[Pose landmark coordinates]
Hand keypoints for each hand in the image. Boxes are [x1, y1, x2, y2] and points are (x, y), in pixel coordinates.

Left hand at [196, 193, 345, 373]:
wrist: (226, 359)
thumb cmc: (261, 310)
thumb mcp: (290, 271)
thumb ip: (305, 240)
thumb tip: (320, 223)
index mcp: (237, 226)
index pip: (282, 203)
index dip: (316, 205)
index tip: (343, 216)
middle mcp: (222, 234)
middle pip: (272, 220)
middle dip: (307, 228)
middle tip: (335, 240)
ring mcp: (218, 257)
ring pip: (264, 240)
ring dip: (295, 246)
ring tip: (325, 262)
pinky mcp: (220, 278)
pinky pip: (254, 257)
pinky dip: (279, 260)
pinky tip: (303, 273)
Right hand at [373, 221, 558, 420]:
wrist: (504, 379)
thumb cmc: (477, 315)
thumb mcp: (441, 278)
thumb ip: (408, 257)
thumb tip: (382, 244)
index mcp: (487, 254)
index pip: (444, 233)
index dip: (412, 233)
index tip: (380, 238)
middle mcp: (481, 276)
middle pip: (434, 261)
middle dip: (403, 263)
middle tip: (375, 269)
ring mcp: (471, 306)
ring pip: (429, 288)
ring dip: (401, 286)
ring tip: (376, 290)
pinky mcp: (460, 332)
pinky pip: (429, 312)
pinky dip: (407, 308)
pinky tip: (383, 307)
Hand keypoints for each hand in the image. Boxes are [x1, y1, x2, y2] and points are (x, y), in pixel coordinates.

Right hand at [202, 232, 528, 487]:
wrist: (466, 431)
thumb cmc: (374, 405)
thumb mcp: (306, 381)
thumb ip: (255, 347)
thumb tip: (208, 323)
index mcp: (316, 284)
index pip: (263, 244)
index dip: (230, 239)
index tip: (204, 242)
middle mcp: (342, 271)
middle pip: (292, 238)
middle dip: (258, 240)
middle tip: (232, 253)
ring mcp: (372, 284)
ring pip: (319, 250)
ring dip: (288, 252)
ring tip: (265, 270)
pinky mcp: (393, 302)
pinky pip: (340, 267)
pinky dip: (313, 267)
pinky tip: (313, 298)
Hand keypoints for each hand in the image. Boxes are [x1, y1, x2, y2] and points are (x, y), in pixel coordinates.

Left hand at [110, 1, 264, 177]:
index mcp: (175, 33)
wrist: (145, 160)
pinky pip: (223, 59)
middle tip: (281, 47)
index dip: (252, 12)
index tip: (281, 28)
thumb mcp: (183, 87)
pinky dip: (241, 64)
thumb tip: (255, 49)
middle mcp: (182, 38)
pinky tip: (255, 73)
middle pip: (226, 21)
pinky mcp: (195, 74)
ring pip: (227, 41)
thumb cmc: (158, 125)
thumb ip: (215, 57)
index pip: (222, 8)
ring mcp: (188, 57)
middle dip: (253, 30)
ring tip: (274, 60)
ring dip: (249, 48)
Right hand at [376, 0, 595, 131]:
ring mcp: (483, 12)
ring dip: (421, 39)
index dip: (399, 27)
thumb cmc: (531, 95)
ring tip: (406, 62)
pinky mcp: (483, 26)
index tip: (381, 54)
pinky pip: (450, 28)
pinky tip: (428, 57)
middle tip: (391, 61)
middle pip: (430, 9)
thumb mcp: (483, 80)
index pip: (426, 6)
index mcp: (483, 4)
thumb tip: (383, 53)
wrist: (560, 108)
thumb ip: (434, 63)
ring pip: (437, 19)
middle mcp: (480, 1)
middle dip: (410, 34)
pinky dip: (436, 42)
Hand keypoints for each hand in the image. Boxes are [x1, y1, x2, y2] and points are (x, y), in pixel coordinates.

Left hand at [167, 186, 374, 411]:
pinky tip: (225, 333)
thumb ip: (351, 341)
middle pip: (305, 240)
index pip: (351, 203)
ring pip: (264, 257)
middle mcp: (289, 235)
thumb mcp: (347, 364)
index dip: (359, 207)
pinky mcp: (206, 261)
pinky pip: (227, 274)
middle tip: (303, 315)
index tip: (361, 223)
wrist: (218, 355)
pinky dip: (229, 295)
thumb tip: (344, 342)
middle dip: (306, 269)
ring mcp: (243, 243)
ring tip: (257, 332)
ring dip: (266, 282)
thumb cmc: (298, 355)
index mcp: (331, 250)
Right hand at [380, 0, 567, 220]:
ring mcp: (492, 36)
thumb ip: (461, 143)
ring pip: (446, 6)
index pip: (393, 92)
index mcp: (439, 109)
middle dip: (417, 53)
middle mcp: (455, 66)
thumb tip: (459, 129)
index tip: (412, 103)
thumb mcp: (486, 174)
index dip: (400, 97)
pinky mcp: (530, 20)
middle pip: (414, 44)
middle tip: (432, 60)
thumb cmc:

...

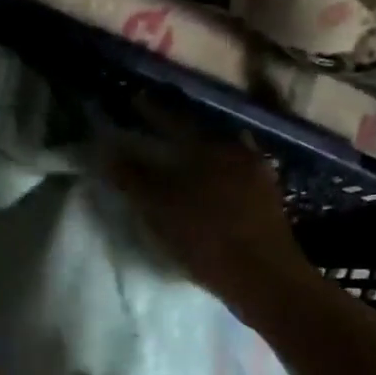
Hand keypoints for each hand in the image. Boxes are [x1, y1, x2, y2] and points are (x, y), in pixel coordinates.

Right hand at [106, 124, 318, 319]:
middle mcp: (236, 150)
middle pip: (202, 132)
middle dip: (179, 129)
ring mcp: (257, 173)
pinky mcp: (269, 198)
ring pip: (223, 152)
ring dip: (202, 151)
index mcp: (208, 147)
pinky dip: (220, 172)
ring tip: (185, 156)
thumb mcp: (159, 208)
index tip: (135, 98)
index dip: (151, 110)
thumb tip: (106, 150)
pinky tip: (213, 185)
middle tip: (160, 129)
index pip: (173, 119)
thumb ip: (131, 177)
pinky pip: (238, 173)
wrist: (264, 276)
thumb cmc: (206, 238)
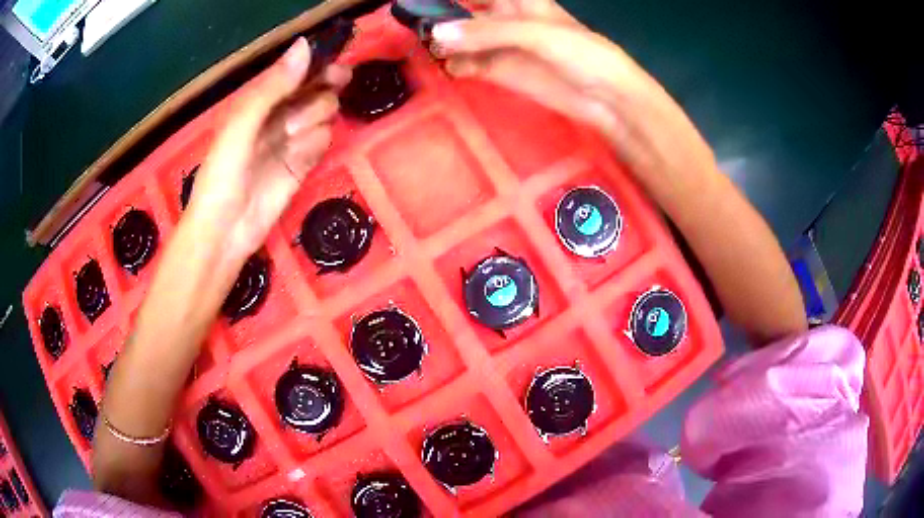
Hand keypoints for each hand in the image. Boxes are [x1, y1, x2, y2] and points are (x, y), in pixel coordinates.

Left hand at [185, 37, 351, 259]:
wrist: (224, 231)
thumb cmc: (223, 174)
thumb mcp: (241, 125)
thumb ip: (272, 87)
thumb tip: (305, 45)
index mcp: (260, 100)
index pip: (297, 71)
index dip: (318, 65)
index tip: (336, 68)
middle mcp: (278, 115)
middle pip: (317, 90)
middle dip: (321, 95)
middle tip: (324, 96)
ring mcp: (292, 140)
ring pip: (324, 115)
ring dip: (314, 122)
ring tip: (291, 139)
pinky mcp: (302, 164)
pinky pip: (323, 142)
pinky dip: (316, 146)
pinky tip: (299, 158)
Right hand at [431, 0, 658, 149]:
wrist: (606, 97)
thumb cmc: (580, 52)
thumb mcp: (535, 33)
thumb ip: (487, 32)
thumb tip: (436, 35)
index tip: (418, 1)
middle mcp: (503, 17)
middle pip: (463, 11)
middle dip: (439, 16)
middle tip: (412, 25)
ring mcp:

## Task details
Using the data above, extract exactly the lines from the one that holds "ring pip: (429, 288)" to the one that holds "pinky tip: (313, 298)", both ends included, and no others.

## Response to this task
ring pip: (429, 288)
ring dip: (401, 286)
ring tip: (376, 290)
pinky mcp: (460, 332)
pinky pip: (429, 312)
pinky dip: (407, 308)
pinky tip: (383, 307)
Hand keypoints for each hand in the image. Boxes are [x1, y1, x2, y2] and points are (x, y), in pixel coordinates.

Right hand at [202, 232, 528, 487]:
wrist: (466, 431)
thumb cmc: (374, 405)
thumb mcp: (306, 381)
thumb ip: (255, 347)
thumb tip: (208, 323)
index mcp: (316, 284)
index pip: (263, 244)
index dip: (230, 239)
index tip: (204, 242)
middle mcp: (342, 271)
middle pip: (292, 238)
middle dip: (258, 240)
middle tip: (232, 253)
ring mcp: (372, 284)
ring pip: (319, 250)
ring dip: (288, 252)
ring tip: (265, 270)
pinky mcp: (393, 302)
pinky pip: (340, 267)
pinky dip: (313, 267)
pinky tip: (313, 298)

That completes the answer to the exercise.